Let's Make Love

Much publicized on the Time-Life circuit for its own backstage glamour, then somewhat under-appreciated by the critics, Let's Make Love is a backstage musical full of Sixties flavor, typical of the decade in its marginal cynicism (its "stage" is a satirical, off-Broadway revue) and large-blocked pacing, and typical of director George Cukor in its rich production values. Yves Montand is a lonely billionaire who sets his sights on a struggling showgirl (Marilyn Monroe) whose passions extend no further than her experience - junk jewelry, the singer Frankie Vaughan, and her own underpaid career. Forced to meet her on her own ground or not at all, Montand stoops to conquer, taking a part in the revue satirizing himself, and suffering the attempts of comedians from Milton Berle to Bing Crosby to teach him how to be funny. Hopelessly leaden, and pathetically unequal, for all his riches, to the woman he nevertheless wins, he is definitely the odd-man-out in the lively story; his interest in Monroe - who in this film slides down a pole and croons "My Heart Belong to Daddy" - is on the bizarre side for that.

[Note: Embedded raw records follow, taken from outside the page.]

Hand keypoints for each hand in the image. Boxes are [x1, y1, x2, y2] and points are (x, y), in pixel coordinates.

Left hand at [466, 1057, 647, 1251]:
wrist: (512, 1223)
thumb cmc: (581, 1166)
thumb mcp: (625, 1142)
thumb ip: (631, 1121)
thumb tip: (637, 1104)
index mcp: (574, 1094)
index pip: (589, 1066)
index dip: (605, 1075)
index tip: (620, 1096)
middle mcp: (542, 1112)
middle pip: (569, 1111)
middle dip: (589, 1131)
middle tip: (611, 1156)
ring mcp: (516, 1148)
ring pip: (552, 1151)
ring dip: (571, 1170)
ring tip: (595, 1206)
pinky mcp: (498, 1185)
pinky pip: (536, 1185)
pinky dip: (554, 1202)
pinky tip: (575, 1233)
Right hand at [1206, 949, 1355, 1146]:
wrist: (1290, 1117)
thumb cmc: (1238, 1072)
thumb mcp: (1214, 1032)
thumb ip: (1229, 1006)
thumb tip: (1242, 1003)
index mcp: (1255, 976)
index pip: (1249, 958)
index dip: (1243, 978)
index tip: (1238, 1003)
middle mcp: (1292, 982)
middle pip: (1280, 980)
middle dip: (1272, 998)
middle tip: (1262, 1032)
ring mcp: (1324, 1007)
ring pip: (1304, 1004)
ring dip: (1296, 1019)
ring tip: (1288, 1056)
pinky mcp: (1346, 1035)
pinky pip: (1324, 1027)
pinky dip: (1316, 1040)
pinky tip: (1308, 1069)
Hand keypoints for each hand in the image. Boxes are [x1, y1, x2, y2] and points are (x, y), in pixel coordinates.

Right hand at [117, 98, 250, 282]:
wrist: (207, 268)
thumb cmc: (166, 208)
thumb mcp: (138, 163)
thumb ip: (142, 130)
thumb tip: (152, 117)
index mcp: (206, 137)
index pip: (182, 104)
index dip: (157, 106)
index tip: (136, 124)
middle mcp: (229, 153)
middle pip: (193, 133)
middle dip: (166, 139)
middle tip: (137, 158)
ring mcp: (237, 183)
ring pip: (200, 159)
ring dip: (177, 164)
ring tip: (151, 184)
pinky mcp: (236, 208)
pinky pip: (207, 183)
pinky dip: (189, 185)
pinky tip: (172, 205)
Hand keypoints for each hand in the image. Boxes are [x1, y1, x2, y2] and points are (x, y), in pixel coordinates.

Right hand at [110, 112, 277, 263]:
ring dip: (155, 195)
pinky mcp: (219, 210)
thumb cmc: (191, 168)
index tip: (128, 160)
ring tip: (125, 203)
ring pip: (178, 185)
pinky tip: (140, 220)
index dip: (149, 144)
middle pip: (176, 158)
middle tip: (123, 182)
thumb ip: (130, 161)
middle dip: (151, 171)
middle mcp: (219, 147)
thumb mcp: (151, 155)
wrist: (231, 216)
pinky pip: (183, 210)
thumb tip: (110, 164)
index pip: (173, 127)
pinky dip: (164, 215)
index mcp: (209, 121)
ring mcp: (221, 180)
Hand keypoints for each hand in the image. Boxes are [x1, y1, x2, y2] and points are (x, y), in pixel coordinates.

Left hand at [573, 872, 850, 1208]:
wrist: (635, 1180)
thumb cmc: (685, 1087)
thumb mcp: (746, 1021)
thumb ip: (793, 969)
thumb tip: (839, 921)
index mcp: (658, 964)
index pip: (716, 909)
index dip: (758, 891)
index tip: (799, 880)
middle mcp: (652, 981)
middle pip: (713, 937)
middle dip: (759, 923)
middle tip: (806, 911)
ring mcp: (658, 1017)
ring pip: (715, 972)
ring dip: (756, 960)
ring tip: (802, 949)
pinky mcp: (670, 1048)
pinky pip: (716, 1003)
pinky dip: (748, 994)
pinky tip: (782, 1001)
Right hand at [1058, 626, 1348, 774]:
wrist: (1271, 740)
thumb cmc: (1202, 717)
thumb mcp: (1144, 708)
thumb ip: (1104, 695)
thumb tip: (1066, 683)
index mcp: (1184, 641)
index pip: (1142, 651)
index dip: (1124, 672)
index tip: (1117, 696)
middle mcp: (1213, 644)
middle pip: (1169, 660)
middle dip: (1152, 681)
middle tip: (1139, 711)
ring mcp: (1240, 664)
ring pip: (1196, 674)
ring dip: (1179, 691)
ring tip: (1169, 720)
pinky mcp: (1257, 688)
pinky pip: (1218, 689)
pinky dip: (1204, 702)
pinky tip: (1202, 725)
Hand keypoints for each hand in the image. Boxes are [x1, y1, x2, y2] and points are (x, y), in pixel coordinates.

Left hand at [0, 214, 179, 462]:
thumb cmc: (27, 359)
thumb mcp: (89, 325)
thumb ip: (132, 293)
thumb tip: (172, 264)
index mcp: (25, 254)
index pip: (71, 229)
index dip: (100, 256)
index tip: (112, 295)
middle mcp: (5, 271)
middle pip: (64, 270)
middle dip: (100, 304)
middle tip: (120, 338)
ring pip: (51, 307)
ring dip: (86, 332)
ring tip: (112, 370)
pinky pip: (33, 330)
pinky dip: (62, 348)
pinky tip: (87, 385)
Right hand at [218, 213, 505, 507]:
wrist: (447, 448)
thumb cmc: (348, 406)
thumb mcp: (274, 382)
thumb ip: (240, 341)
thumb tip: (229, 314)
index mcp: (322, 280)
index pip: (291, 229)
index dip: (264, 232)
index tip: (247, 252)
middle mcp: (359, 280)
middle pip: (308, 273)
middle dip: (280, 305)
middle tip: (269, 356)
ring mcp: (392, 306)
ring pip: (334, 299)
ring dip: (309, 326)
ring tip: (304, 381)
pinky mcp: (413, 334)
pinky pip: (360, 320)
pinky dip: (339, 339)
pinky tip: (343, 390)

Penelope Houston wrote, at the time of the film's release, "Cukor's old skill is evident in the bits of business he finds for his actors, the touches which build up sympathy, the unobtrusively accurate sense of where to place the camera and how to keep a flow of backstage action and dialogue moving. The best of Let's Make Love has the relaxed and easy look only achieved through a careful attention to detail."